The next snippet estimates the value of policy (5.13) and a random policy that assigns to treatment and control with equal probability.

# Valid in randomized settings and observational settings with unconfoundedness + overlap
pi_2 = 0.5

gamma_hat_pi_1 = pi * gamma_hat_1 + (1 - pi) * gamma_hat_0
gamma_hat_pi_2 = pi_2 * gamma_hat_1 + (1 - pi_2) * gamma_hat_0
gamma_hat_pi_diff = gamma_hat_pi_1 - gamma_hat_pi_2
diff_estimate = np.mean(gamma_hat_pi_diff)
diff_stderr = np.std(gamma_hat_pi_diff) / np.sqrt(len(gamma_hat_pi_diff))
print(f"Difference estimate:", diff_estimate, "Std.
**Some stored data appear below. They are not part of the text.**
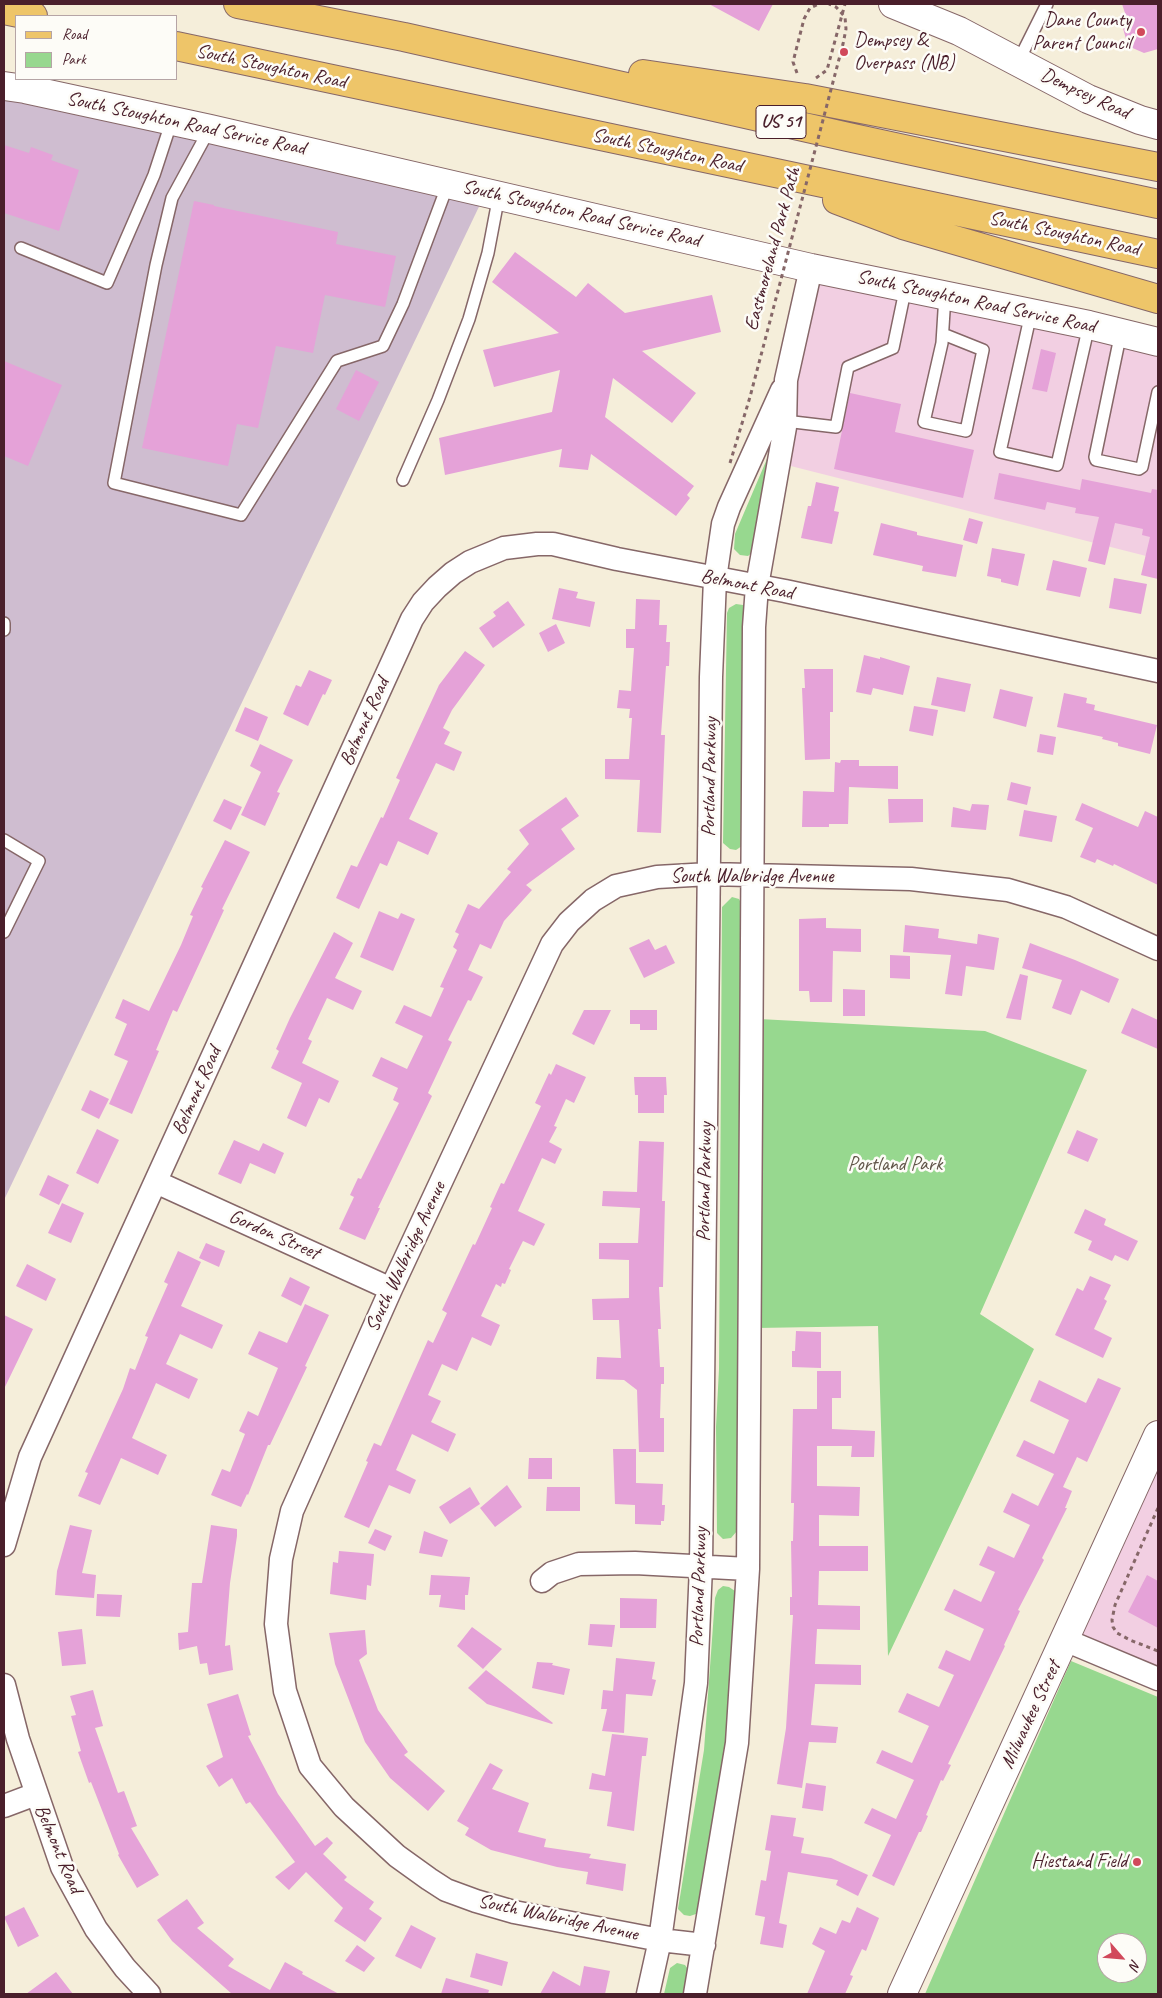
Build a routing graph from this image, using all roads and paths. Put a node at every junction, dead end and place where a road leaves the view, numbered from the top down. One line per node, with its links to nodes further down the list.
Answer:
1 (238, 4): 11 (main road, US 51)
2 (819, 4): 14 (path)
3 (829, 4): 39 (path, Eastmoreland Park Path, bridge)
4 (845, 4): 15 (path)
5 (893, 4): 10 (street, Dempsey Road)
6 (923, 4): 10 (street, Dempsey Road)
7 (1047, 4): 13 (lane)
8 (4, 10): 9 (main road)
9 (28, 15)
10 (959, 31): 13 (street, Dempsey Road)
11 (404, 37): 20 (main road); 24 (main road, US 51)
12 (178, 46): 21 (main road, South Stoughton Road)
13 (1018, 62): 18 (street, Dempsey Road)
14 (803, 77)
15 (810, 79)
16 (4, 86): 17 (street, South Stoughton Road Service Road)
17 (172, 120): 19 (street, South Stoughton Road Service Road); 25 (lane)
18 (1158, 125)
19 (210, 128): 22 (street, South Stoughton Road Service Road); 22 (lane)
20 (1158, 167)
21 (761, 171): 26 (main road, South Stoughton Road); 30 (main road)
22 (448, 183): 23 (street, South Stoughton Road Service Road)
23 (500, 195): 27 (street, South Stoughton Road Service Road); 40 (lane)
24 (1158, 204)
25 (21, 248)
26 (1158, 254)
27 (812, 268): 28 (street, South Stoughton Road Service Road); 36 (street, Portland Parkway)
28 (906, 286): 29 (street, South Stoughton Road Service Road); 38 (lane)
29 (945, 295): 31 (street, South Stoughton Road Service Road); 34 (lane)
30 (1158, 300)
31 (1031, 313): 32 (street, South Stoughton Road Service Road); 32 (lane)
32 (1089, 325): 33 (street, South Stoughton Road Service Road)
33 (1121, 332): 35 (street, South Stoughton Road Service Road); 37 (lane)
34 (943, 334): 34 (lane)
35 (1158, 342)
36 (786, 380): 38 (street, Portland Parkway); 41 (street, Portland Parkway)
37 (1158, 392)
38 (785, 421): 42 (street, Portland Parkway)
39 (730, 463)
40 (403, 480)
41 (715, 579): 42 (street, Belmont Road); 48 (street, Portland Parkway); 51 (street, Belmont Road)
42 (757, 586): 45 (street, Belmont Road); 47 (street, Portland Parkway)
43 (4, 623): 44 (lane)
44 (4, 630)
45 (1158, 671)
46 (4, 840): 49 (lane)
47 (752, 873): 48 (street, South Walbridge Avenue); 50 (street, South Walbridge Avenue); 57 (street, Portland Parkway)
48 (709, 874): 52 (street, South Walbridge Avenue); 56 (street, Portland Parkway)
49 (4, 932)
50 (1158, 949)
51 (156, 1182): 52 (street, Gordon Street); 55 (street, Belmont Road)
52 (391, 1289): 65 (street, South Walbridge Avenue)
53 (1155, 1450): 59 (street, Milwaukee Street)
54 (1158, 1508): 60 (path)
55 (4, 1545)
56 (701, 1566): 57 (street); 58 (street); 65 (street, Portland Parkway)
57 (748, 1569): 66 (street, Portland Parkway)
58 (542, 1581)
59 (1065, 1640): 61 (street); 70 (street, Milwaukee Street)
60 (1158, 1651)
61 (1158, 1679)
62 (4, 1685): 63 (street, Belmont Road)
63 (36, 1794): 64 (street); 67 (street, Belmont Road)
64 (4, 1806)
65 (660, 1940): 66 (street, South Walbridge Avenue); 68 (street, Portland Parkway)
66 (704, 1945): 69 (street, Portland Parkway)
67 (149, 1994)
68 (648, 1994)
69 (695, 1994)
70 (902, 1994)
Error:", diff_stderr)
Difference estimate: 0.08614468301770545 Std. Error: 0.002587161117215462

The result suggests that assigning observations to treatment as in (5.13) produces 8% more positive responses than assigning individuals at uniformly at random.

5.3. Further reading#

Athey and Wager (2020, Econometrica) has a good review of the literature on policy learning and evaluation. For a more accessible introduction to the theory, see Stefan Wager’s lecture notes, lecture 7. However, both references focus heavily on policy learning, which will be the topic of the next chapter.